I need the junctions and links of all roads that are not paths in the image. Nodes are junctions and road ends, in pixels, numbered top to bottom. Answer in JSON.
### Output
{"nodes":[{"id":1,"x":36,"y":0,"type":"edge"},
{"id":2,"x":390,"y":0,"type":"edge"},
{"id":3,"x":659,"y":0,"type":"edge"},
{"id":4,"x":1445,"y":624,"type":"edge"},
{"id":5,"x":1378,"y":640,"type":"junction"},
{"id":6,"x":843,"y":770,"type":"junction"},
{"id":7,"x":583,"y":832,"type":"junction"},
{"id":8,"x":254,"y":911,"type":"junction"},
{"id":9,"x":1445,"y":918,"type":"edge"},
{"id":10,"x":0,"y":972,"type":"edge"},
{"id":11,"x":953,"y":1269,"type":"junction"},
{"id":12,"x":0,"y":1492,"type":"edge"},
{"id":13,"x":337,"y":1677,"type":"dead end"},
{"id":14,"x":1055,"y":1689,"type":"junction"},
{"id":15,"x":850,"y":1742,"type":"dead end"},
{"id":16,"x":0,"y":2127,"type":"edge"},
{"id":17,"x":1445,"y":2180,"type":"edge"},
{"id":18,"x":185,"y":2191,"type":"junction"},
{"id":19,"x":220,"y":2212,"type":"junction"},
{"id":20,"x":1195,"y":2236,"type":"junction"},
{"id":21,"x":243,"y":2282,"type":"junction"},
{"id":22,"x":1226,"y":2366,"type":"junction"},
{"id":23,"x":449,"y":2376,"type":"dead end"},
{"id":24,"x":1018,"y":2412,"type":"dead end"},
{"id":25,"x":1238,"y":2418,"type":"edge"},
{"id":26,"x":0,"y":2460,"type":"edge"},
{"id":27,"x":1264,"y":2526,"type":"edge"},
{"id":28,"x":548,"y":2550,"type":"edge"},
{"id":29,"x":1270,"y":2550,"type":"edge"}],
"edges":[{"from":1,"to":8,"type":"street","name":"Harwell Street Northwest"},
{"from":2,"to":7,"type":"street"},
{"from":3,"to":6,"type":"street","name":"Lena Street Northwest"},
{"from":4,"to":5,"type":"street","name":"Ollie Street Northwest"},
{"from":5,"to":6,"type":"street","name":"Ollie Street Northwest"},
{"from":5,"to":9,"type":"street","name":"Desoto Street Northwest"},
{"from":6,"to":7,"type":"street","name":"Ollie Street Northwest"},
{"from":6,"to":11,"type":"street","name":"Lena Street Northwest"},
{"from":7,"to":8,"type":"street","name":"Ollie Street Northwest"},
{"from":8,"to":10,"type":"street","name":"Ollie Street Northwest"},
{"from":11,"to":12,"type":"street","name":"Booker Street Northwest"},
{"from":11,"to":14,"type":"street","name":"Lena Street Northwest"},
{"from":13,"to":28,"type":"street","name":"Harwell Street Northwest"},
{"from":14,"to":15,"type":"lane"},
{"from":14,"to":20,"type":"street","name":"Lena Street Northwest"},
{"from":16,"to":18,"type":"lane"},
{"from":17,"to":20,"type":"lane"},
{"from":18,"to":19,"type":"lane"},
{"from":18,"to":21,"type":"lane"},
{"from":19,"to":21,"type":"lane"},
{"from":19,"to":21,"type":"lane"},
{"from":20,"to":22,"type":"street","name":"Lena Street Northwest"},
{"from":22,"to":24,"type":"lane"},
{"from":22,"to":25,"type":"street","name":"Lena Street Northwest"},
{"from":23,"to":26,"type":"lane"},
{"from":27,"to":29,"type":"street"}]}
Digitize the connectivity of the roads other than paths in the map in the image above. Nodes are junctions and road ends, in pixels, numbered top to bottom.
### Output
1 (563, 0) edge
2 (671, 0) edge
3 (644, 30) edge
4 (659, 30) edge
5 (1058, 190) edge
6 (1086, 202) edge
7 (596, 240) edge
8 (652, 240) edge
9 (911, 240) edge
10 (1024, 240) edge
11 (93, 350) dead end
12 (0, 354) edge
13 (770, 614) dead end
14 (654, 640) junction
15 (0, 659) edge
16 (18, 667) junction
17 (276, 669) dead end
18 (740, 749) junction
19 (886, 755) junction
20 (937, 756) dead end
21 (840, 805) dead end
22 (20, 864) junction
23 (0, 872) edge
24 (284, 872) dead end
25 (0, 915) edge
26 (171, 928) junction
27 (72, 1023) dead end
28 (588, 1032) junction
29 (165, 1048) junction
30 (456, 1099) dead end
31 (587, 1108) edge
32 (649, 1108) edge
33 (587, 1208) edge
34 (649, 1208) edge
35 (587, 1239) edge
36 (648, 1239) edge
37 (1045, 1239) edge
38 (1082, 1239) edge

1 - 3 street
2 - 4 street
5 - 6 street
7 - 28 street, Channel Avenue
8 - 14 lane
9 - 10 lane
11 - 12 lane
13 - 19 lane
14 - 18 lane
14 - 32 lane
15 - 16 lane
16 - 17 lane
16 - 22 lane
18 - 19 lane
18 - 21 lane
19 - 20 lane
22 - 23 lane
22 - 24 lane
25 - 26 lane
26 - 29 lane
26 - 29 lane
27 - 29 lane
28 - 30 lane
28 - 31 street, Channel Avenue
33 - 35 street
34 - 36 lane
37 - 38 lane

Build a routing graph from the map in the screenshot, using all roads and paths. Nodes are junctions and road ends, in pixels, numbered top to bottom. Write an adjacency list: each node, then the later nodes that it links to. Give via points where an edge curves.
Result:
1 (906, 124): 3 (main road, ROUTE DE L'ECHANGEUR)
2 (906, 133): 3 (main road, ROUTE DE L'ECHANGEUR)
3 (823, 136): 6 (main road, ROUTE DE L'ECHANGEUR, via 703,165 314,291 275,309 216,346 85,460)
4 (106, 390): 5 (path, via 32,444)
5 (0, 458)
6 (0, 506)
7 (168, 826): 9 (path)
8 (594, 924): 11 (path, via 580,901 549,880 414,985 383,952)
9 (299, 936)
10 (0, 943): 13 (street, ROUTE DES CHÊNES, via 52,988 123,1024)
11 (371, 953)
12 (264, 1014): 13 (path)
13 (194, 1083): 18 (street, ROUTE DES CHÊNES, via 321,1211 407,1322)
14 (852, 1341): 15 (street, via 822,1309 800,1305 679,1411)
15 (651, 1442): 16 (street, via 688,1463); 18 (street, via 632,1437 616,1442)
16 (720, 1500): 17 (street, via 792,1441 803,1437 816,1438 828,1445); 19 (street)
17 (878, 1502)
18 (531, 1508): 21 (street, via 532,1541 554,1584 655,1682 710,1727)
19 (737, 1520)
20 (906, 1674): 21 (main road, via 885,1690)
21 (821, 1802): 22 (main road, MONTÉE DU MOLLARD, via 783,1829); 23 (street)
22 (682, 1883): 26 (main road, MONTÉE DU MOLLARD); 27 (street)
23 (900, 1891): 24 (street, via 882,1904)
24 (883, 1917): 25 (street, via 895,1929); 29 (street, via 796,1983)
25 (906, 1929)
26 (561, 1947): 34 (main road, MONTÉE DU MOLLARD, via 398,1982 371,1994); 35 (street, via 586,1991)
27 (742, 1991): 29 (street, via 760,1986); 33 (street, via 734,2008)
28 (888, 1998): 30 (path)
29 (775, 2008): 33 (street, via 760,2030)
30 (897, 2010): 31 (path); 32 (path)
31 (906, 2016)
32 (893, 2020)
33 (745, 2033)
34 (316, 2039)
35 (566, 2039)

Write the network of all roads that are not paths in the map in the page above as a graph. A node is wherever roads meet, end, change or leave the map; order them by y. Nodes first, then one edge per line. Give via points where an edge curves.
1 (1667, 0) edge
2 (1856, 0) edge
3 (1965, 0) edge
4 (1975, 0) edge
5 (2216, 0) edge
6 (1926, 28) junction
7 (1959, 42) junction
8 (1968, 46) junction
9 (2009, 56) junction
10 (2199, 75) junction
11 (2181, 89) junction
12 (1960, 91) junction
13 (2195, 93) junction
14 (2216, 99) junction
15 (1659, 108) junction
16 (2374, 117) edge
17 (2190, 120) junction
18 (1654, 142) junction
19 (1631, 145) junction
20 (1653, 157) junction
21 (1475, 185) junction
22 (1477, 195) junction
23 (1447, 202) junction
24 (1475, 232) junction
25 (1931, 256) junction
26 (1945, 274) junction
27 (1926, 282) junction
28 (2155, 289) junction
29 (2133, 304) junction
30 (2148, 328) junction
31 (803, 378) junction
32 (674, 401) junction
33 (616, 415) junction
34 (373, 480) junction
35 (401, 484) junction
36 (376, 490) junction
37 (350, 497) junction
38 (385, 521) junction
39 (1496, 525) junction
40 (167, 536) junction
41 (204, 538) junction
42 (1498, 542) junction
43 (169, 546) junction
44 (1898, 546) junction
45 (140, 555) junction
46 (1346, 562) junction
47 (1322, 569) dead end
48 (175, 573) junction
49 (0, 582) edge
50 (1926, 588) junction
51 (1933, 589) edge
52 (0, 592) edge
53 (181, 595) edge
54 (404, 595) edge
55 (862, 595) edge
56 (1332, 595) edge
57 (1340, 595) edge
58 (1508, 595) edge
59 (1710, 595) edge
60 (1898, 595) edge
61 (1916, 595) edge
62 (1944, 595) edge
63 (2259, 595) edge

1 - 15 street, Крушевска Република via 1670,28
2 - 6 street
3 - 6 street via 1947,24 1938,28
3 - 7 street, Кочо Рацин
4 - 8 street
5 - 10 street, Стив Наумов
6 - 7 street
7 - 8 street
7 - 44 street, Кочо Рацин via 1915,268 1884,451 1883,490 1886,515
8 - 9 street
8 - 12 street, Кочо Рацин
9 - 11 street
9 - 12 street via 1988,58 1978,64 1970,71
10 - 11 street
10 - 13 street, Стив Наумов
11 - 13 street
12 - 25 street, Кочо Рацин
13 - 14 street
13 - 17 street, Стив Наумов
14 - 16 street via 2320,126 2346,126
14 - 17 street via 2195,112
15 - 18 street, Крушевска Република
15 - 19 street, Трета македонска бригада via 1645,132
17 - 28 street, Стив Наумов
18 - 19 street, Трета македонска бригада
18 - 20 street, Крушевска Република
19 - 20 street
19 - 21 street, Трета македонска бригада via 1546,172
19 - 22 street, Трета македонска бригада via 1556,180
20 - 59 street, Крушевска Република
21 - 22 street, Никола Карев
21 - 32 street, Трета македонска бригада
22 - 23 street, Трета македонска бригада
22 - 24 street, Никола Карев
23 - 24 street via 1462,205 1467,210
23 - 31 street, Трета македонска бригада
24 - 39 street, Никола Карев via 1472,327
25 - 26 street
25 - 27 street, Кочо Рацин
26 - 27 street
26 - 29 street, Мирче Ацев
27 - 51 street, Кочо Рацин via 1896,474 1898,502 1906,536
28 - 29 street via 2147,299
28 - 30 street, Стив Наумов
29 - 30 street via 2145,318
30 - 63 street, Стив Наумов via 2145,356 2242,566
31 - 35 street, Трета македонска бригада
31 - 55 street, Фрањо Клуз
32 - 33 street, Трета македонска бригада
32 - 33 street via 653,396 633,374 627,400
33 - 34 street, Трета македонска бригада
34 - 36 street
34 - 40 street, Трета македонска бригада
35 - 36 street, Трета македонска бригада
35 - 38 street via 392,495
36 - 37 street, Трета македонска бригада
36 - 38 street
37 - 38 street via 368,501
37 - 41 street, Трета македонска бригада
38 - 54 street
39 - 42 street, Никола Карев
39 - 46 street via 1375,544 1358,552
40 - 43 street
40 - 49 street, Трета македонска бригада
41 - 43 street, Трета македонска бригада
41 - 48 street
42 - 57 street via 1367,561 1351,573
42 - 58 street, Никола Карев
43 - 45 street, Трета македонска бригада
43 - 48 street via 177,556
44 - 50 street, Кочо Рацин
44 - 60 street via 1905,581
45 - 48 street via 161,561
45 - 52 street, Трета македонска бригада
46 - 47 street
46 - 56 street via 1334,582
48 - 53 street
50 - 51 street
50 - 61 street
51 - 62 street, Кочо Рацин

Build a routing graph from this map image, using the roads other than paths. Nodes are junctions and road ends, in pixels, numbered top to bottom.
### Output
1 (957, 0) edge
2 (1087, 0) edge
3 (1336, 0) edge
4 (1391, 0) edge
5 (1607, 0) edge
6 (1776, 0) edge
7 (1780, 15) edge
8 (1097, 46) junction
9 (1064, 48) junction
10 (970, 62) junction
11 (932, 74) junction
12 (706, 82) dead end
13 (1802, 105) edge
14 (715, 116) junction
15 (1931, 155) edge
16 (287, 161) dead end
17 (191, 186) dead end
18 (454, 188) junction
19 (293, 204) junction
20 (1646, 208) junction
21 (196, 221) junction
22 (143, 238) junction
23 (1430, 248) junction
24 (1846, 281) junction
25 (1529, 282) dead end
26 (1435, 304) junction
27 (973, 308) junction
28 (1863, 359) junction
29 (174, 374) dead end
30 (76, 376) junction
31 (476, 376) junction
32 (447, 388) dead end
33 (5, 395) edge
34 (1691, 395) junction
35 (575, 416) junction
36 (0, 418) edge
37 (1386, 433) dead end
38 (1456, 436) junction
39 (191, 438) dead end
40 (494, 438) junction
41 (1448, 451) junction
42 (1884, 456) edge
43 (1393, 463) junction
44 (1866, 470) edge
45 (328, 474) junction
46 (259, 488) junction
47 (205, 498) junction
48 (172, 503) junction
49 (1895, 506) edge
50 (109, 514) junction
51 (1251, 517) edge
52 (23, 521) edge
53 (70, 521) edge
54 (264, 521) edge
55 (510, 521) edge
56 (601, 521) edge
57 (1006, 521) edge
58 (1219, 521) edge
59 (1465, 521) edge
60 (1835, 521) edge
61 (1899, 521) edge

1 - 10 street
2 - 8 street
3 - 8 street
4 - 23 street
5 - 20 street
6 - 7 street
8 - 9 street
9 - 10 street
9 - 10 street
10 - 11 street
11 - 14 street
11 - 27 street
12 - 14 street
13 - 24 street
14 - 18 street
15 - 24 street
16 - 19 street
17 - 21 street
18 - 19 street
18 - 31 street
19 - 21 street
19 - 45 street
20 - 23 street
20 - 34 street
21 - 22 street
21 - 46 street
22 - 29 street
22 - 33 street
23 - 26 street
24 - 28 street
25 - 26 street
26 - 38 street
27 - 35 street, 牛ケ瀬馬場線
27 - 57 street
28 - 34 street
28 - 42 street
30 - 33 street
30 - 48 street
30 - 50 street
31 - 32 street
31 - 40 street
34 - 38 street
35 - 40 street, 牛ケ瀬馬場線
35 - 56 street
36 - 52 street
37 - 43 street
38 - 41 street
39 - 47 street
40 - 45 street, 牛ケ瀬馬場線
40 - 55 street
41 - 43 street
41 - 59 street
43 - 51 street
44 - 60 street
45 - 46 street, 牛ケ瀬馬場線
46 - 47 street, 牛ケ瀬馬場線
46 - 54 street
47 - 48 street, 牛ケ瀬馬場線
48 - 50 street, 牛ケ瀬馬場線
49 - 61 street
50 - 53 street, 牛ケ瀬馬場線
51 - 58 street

☆ ☆ ☆

WHAT THE TASK ASKS
Return every line above in which the string "that" occurs.

EXERCISE ANSWER
I need the junctions and links of all roads that are not paths in the image. Nodes are junctions and road ends, in pixels, numbered top to bottom. Answer in JSON.
Build a routing graph from the map in the screenshot, using all roads and paths. Nodes are junctions and road ends, in pixels, numbered top to bottom. Write an adjacency list: each node, then the later nodes that it links to. Give via points where an edge curves.
Write the network of all roads that are not paths in the map in the page above as a graph. A node is wherever roads meet, end, change or leave the map; order them by y. Nodes first, then one edge per line. Give via points where an edge curves.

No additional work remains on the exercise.